Hello. I can type now!
Talk of AlphaGeometry seems to have taken a step up recently, mostly because of the AlphaProof+AlphaGeometry 2 announcement. I'd like to keep this article short and sweet as to simply share my thoughts on the architecture.
I would've written on AlphaProof, but it seems it's closed source. Interesting and most peculiar.

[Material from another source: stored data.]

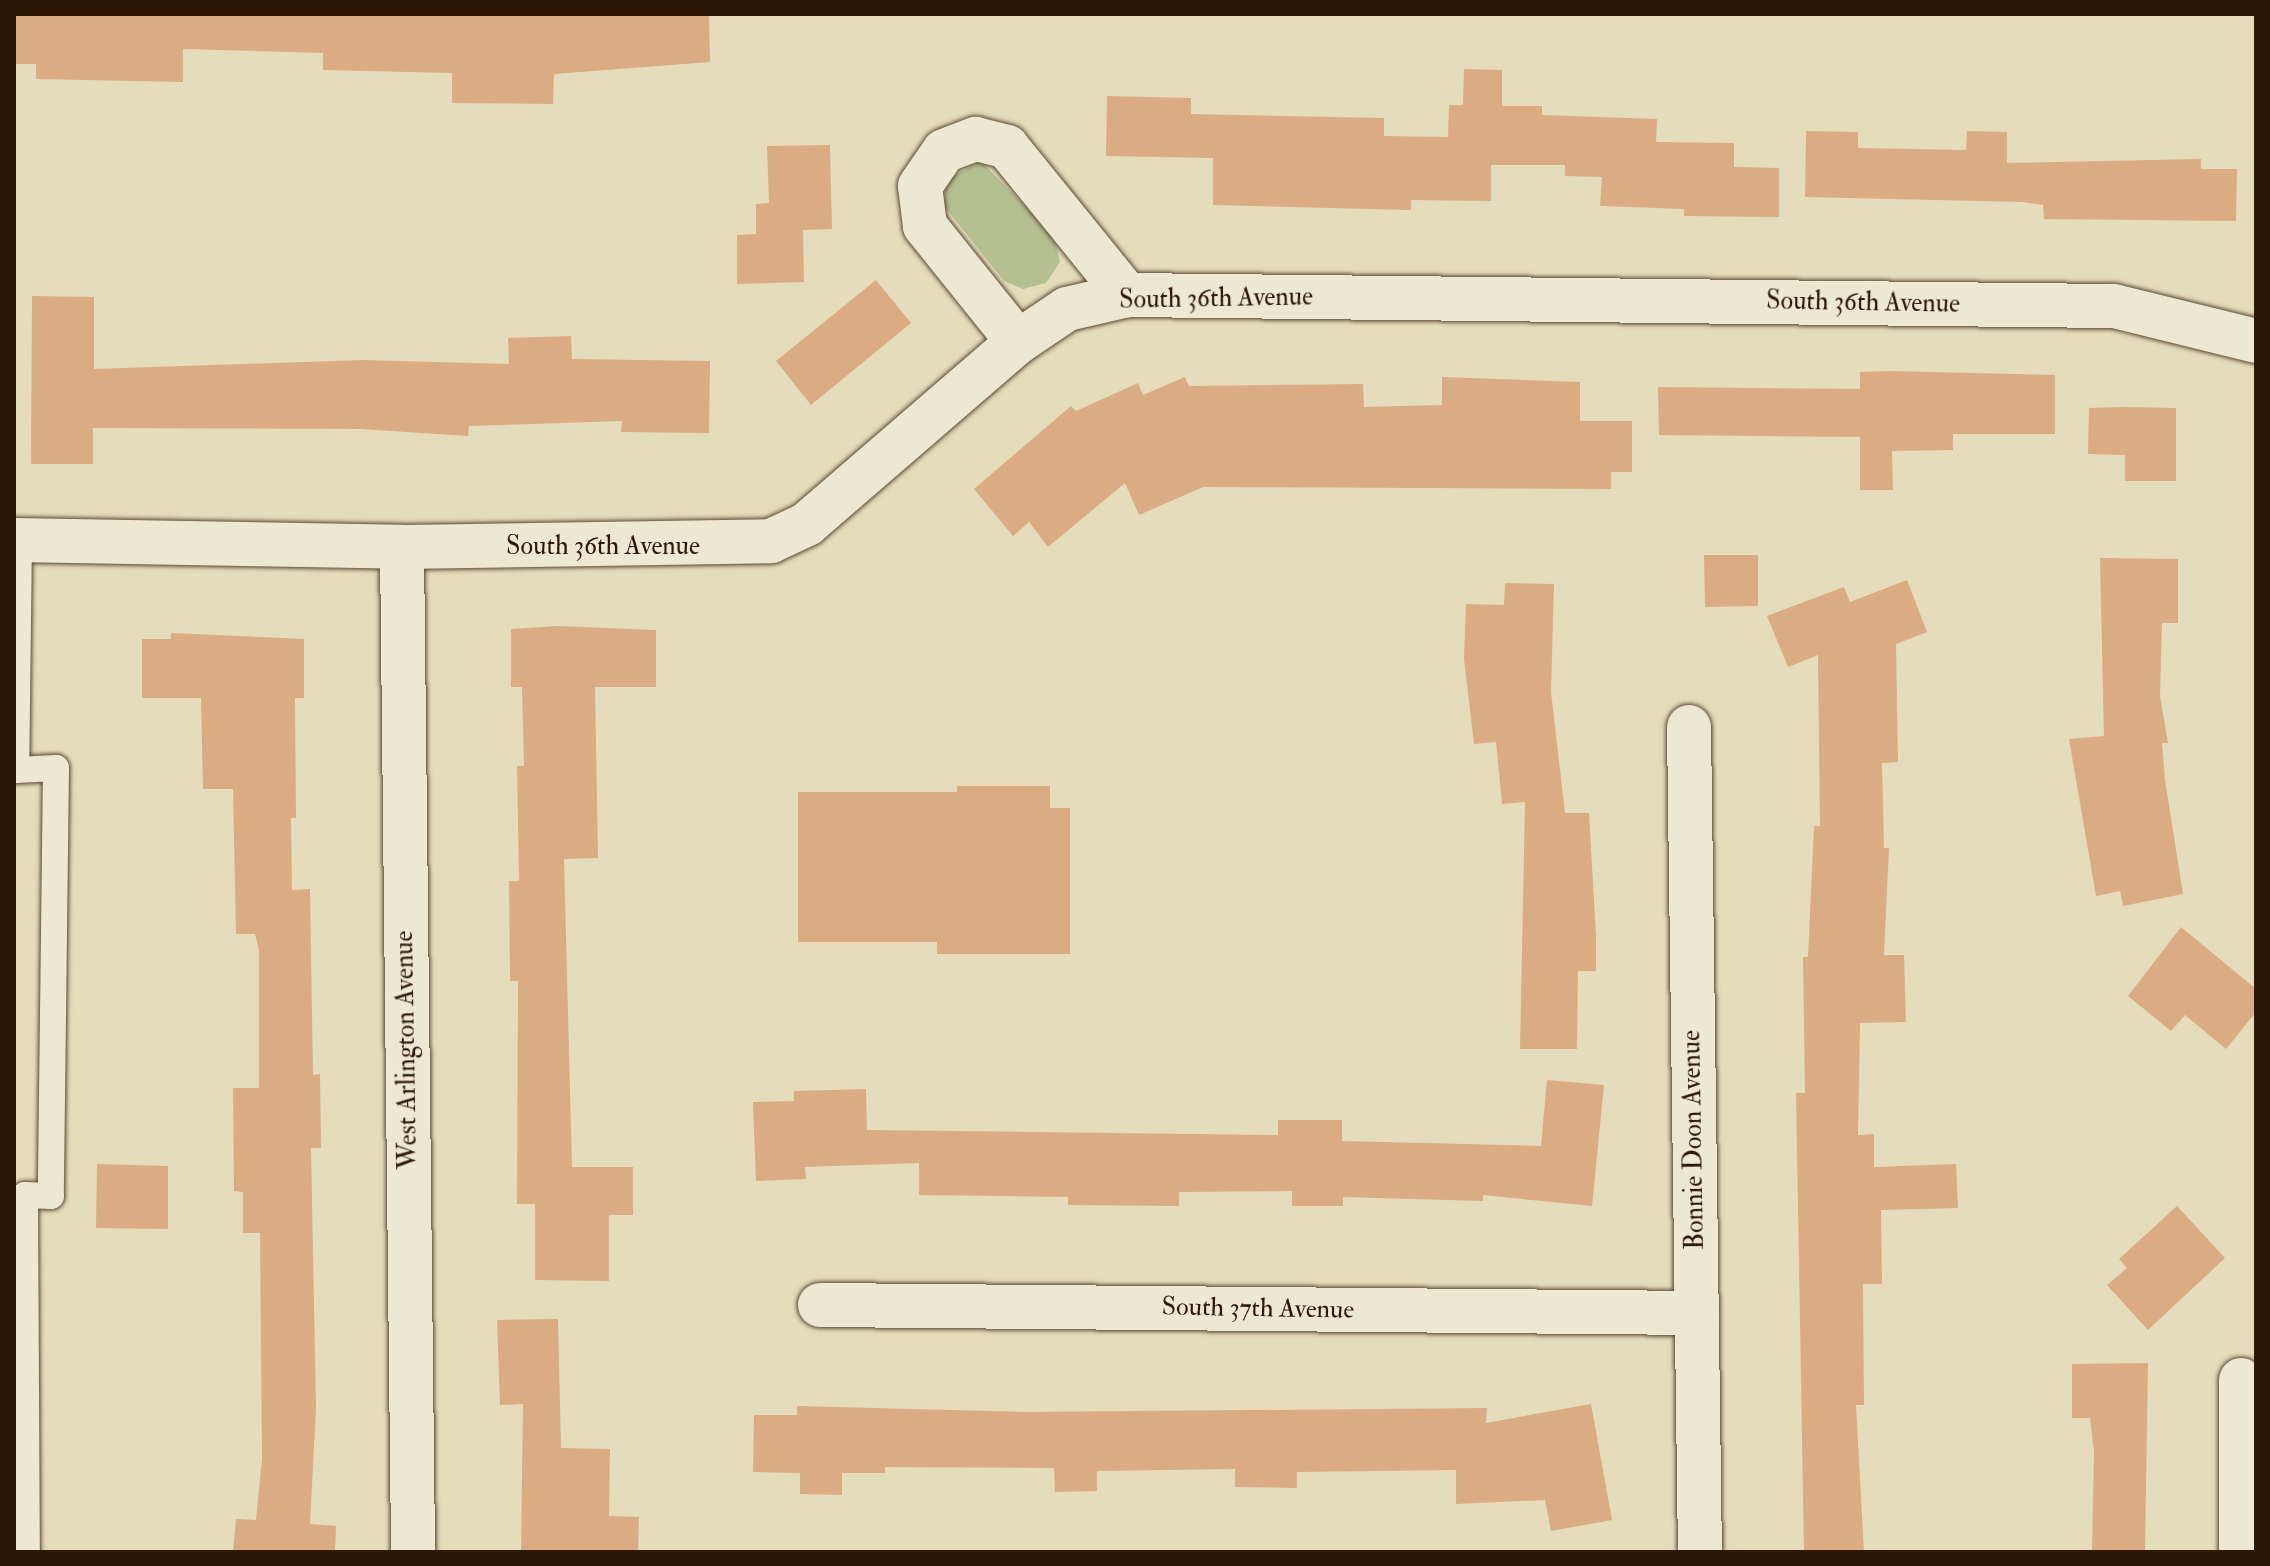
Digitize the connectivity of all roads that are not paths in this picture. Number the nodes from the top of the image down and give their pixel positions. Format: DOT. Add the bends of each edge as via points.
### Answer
graph roads {
  1 [pos="1127,295"];
  2 [pos="2256,341"];
  3 [pos="1018,342"];
  4 [pos="16,540"];
  5 [pos="402,547"];
  6 [pos="1689,727"];
  7 [pos="820,1305"];
  8 [pos="1696,1313"];
  9 [pos="2241,1380"];
  10 [pos="27,1552"];
  11 [pos="413,1552"];
  12 [pos="1700,1552"];
  13 [pos="2241,1552"];
  1 -- 2 [label="street, South 36th Avenue" via="2114,306"];
  1 -- 3 [label="street, South 36th Avenue" via="1067,309"];
  1 -- 3 [label="street" via="1007,147 976,139 944,151 920,186 925,226"];
  3 -- 5 [label="street, South 36th Avenue" via="807,524 771,541"];
  4 -- 5 [label="street, South 36th Avenue"];
  4 -- 10 [label="lane" via="16,770 56,768 51,1196 25,1195"];
  5 -- 11 [label="street, West Arlington Avenue"];
  6 -- 8 [label="street, Bonnie Doon Avenue"];
  7 -- 8 [label="street, South 37th Avenue"];
  8 -- 12 [label="street, Bonnie Doon Avenue"];
  9 -- 13 [label="street"];
}
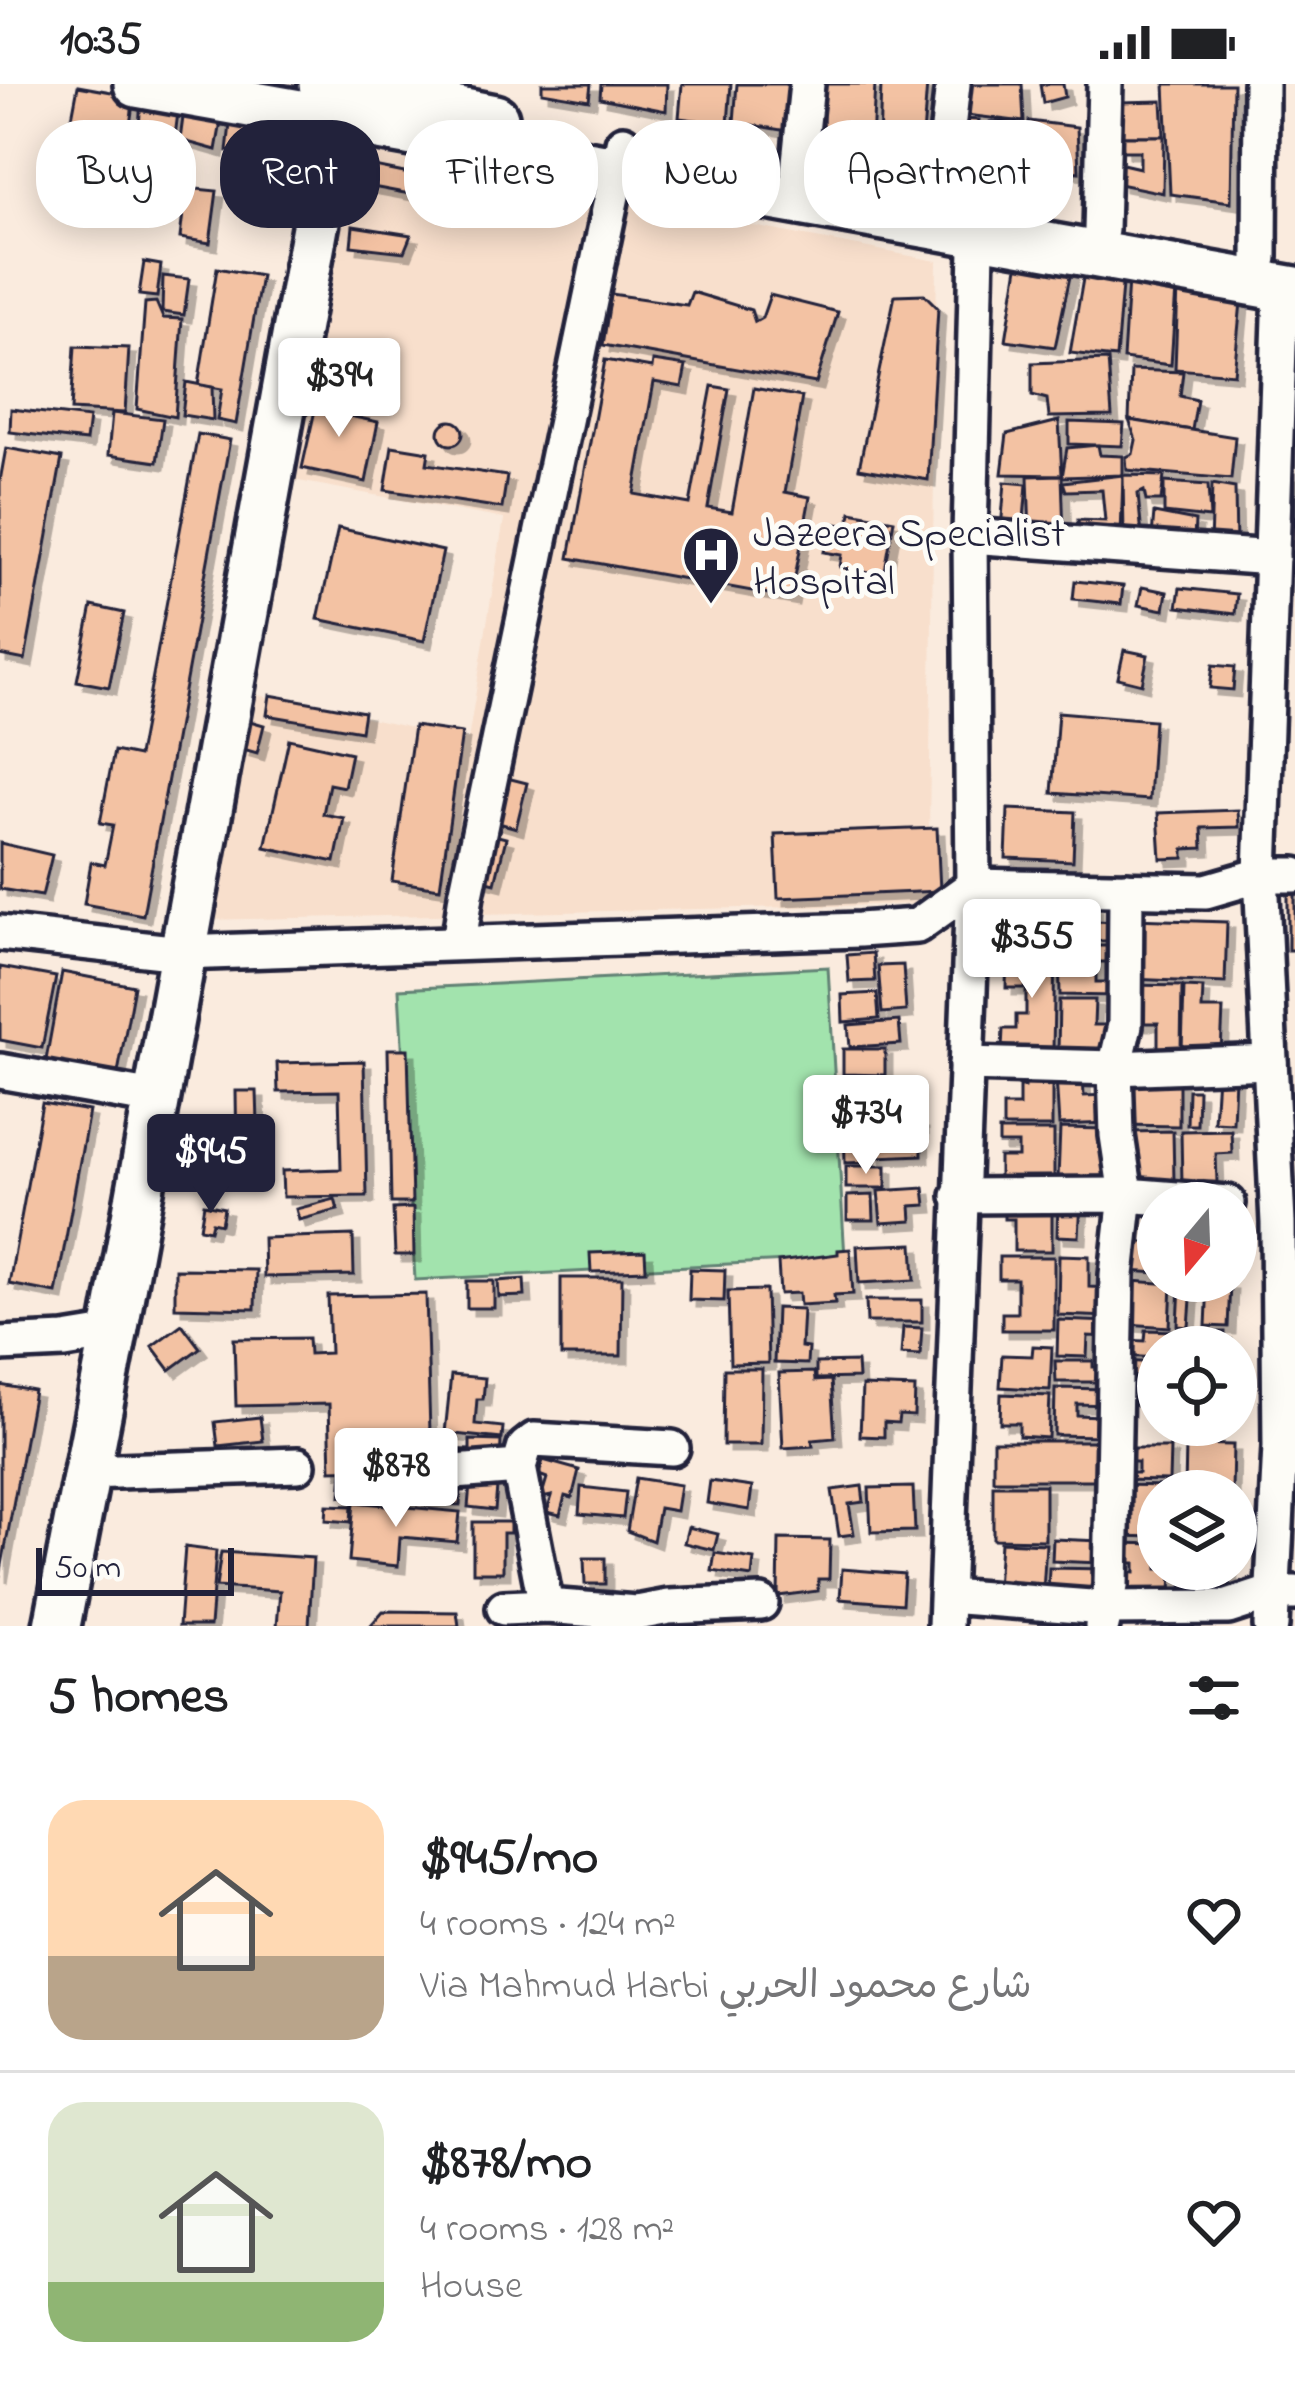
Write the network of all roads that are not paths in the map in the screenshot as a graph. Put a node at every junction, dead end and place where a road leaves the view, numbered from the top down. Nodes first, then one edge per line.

As for AlphaGeometry 2, its language model seems to be a base setting Transformer with ReLU activation and sequence packing, trained with cosine decay scheduling. The approach is one that is Neural: Sym -> Neur on Kautz's taxonomy; it is one that consists of simply serializing synthetic theorems into a string containing its premises and its proof. The theorems themselves are random premises (graphs) defined into directed acyclic graphs, topologically sorted and then inserted into a deductive database as definite Horn clauses. There is indeed a benefit to formatting the clauses as definite especially in an environment such as this one, as they are soluble. This is the DD part of the DD+AR solver, and this approach is also taken from Chou et al in "A Deductive Database Approach to Automated Geometry Theorem Proving and Discovering". I would've gone in more detail about its origins, but the source seems to be a Springer Link publication. Apart from the deduction database segment of the DD+AR solver, AR seems to simply be a tool for performing distance quasimetric measurements through a nearly-reminiscent-of-Gram-Schmidt Gaussian elimination process. The language model only comes through during proof search and uses beam search, which is more than enough, and best-first search would've been adequate. Having a truck dump of random ansatze lazy-sorted alongside a Transformer is not practical, even if it's on a Google TPU, and to be honest, I was expecting it to be variational in the slightest. (to which, it was latent just in another way). A proper topological space-informed deterministic model or a derived Theory-Trained Network that actually did the job without needing 50 million premade randomized ansatz, and the state of PINNs such as segmentation PointNet and mesh-free topological analysis prove metric space analysis is possible without needing to shove NLP where it doesn't need to be shoved. Everyone wish good luck to Demis who doesn't seem to understand hybrid modeling very well. I'd also like to apologize for the lack of diagrams and of a further dissection (in which I plan to write.. someday... once I'm done with IdentityV RLHF... and school) as the only driving force for this post was vitriol against the sensationalist half of Google DeepMind.